Transfer Learning using Audioset Weights and Classifier Head with 7 classes

In [None]:
import torch
import torch.nn as nn
import torchaudio
import matplotlib.pyplot as plt
from srcv2full.model import YAMNet
from srcv2full.feature_extraction import WaveformToMelSpec
import srcv2full.params as params

# -----------------------------
# 1. Load pretrained model (AudioSet weights)
# -----------------------------
device = torch.device("cuda" if torch.cuda.is_available() else "cpu")

model = YAMNet()
current_state_dict = torch.load("checkpoints/yamnet_audioset_converted.pth", map_location=device)

# Fix state_dict keys
new_state_dict = {}
for k, v in current_state_dict.items():
    if k.startswith("layer."):
        parts = k.split(".")
        layer_idx = int(parts[1]) + 1
        new_key = f"layer_{layer_idx}." + ".".join(parts[2:])
        new_state_dict[new_key] = v
    else:
        new_state_dict[k] = v

# Load weights but ignore classifier mismatch
model.load_state_dict(new_state_dict, strict=False)

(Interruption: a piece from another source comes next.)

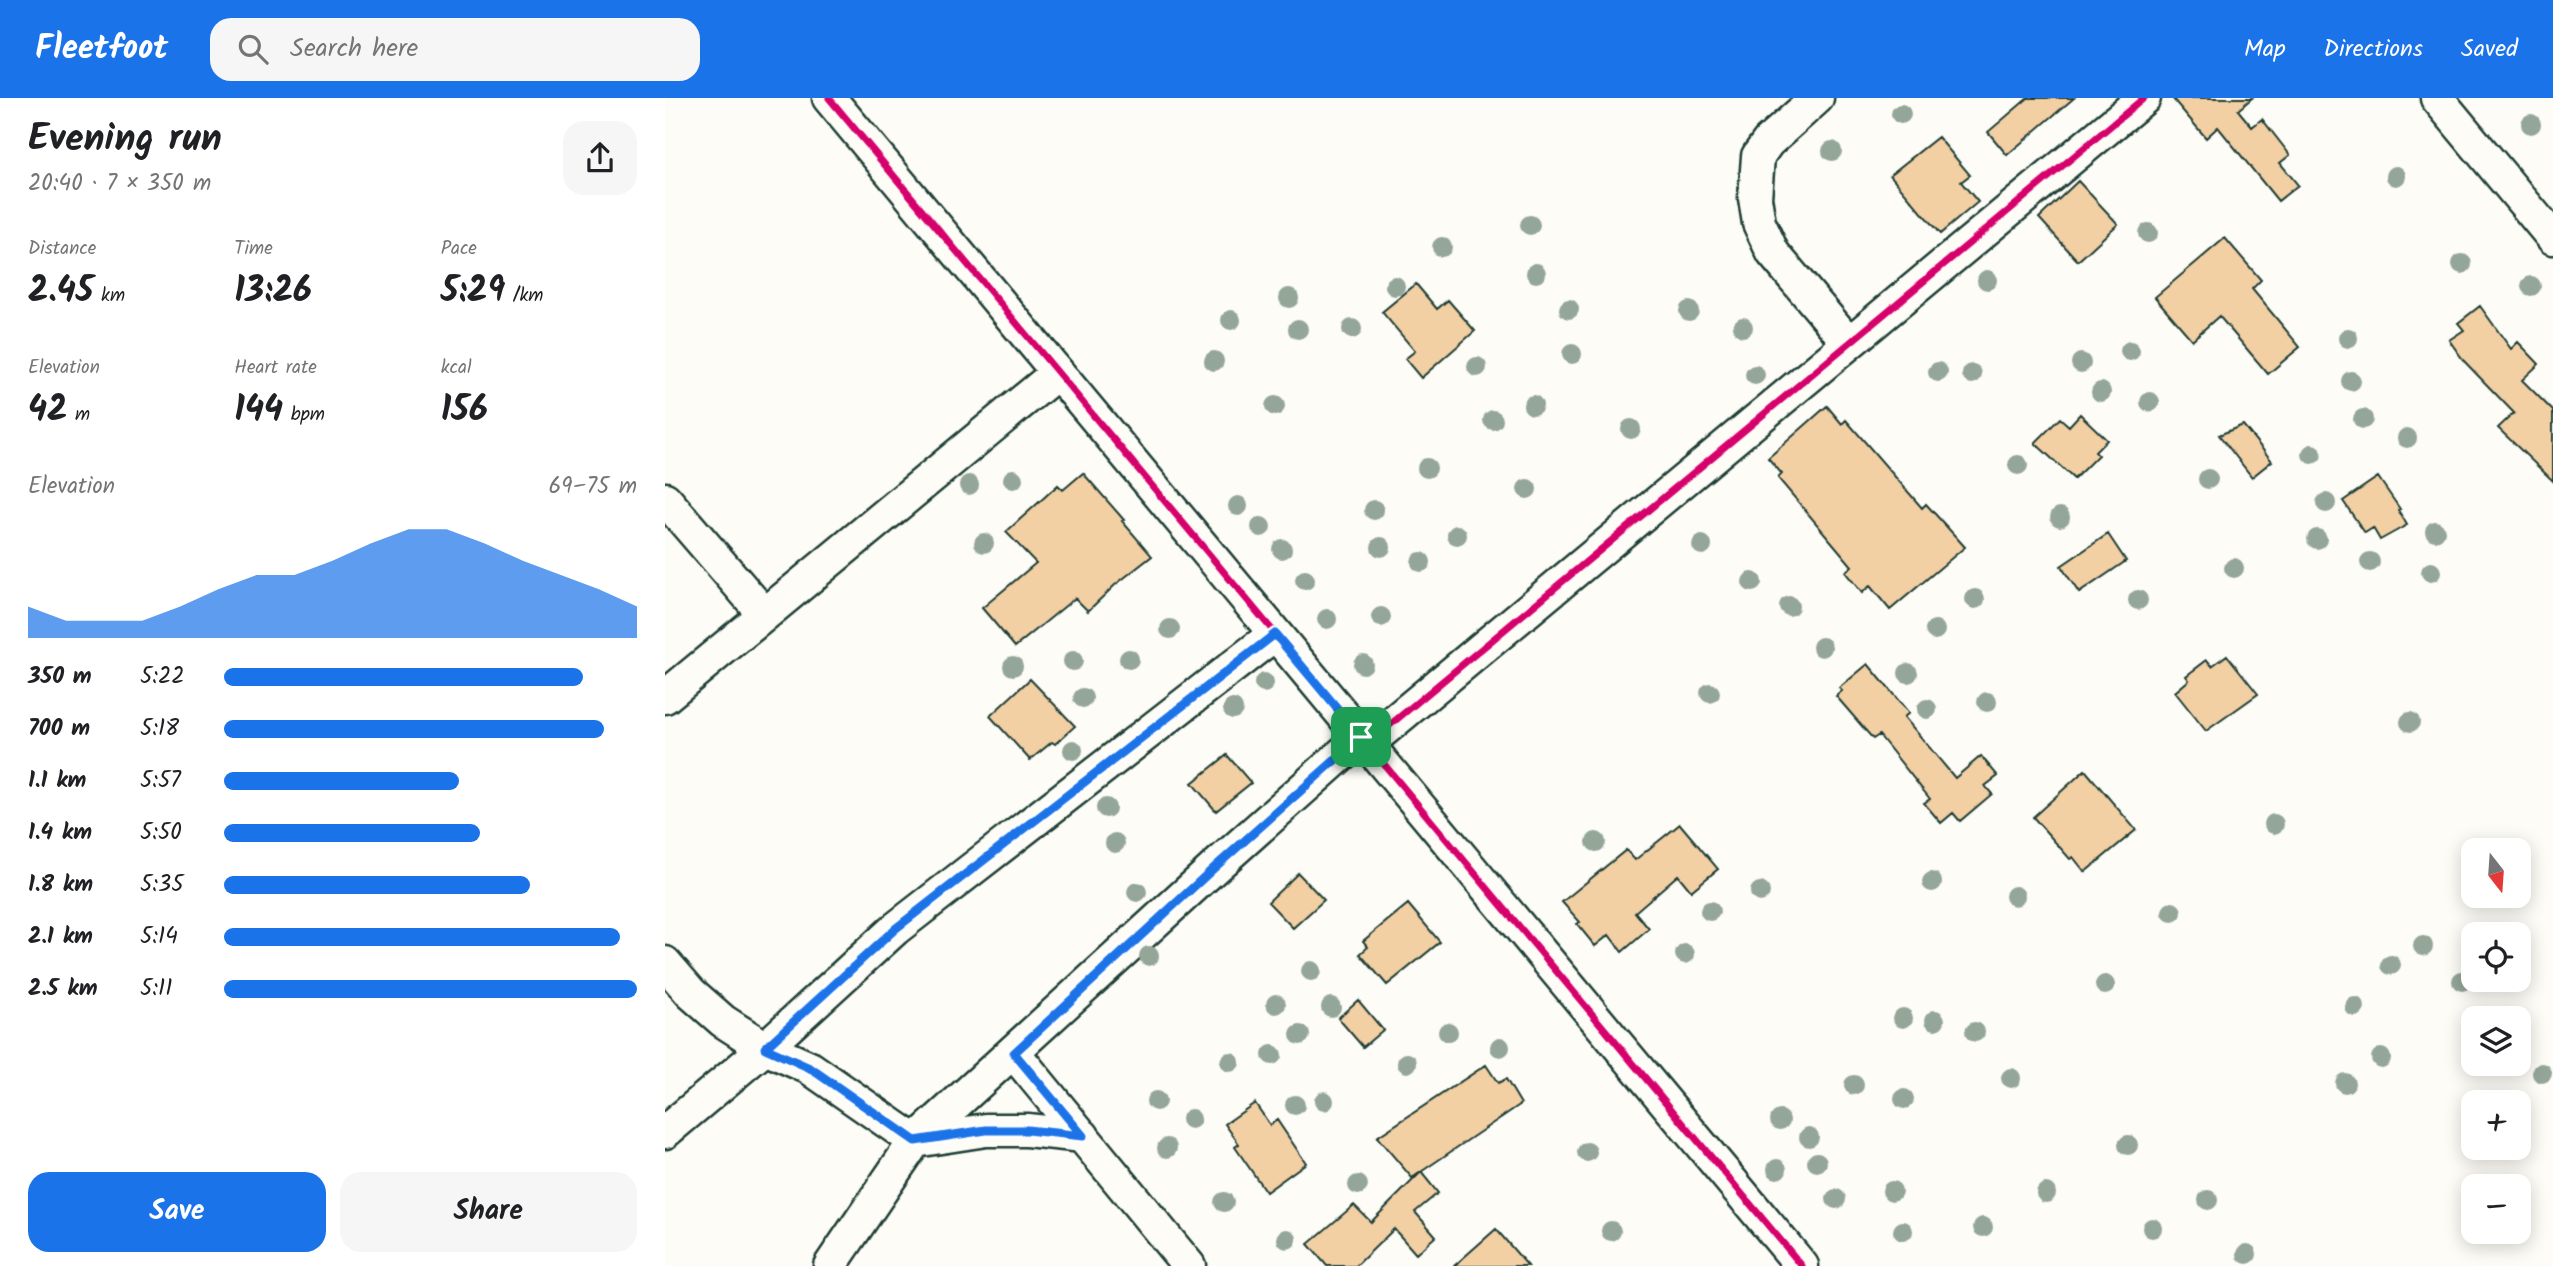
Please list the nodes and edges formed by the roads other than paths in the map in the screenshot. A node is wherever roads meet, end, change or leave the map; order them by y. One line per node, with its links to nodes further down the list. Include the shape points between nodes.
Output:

# Replace classifier for ESC50Artifact (7 classes)
model.classifier = nn.Linear(1024, 7, bias=True)

# Freeze all layers except classifier
for name, param in model.named_parameters():
    if "classifier" not in name:
        param.requires_grad = False

model.to(device)
model.eval()

# -----------------------------
# 2. Load & preprocess an audio file
# -----------------------------
audio_path = "ESC50Artifact/audio/1-7973-A-7_hiss.wav"  # replace with your audio file
waveform, sr = torchaudio.load(audio_path)

# Resample if needed
if sr != params.SAMPLE_RATE:
    waveform = torchaudio.functional.resample(waveform, sr, params.SAMPLE_RATE)

# Ensure mono
if waveform.shape[0] > 1:
    waveform = waveform.mean(dim=0, keepdim=True)

waveform = waveform.to(device)

# Convert waveform to Mel Spectrogram chunks
waveform_to_mel = WaveformToMelSpec(device=device)
x_chunks, mel_spectrogram = waveform_to_mel(waveform, params.SAMPLE_RATE)
x_chunks = x_chunks.to(device)

# -----------------------------
# 3. Run forward pass (inference)
# -----------------------------
with torch.no_grad():
    logits = model(x_chunks)  # [num_chunks, 7]
    probs = torch.softmax(logits, dim=-1)

# Average predictions across chunks
avg_probs = probs.mean(dim=0)
pred_class = torch.argmax(avg_probs).item()
confidence = avg_probs[pred_class].item()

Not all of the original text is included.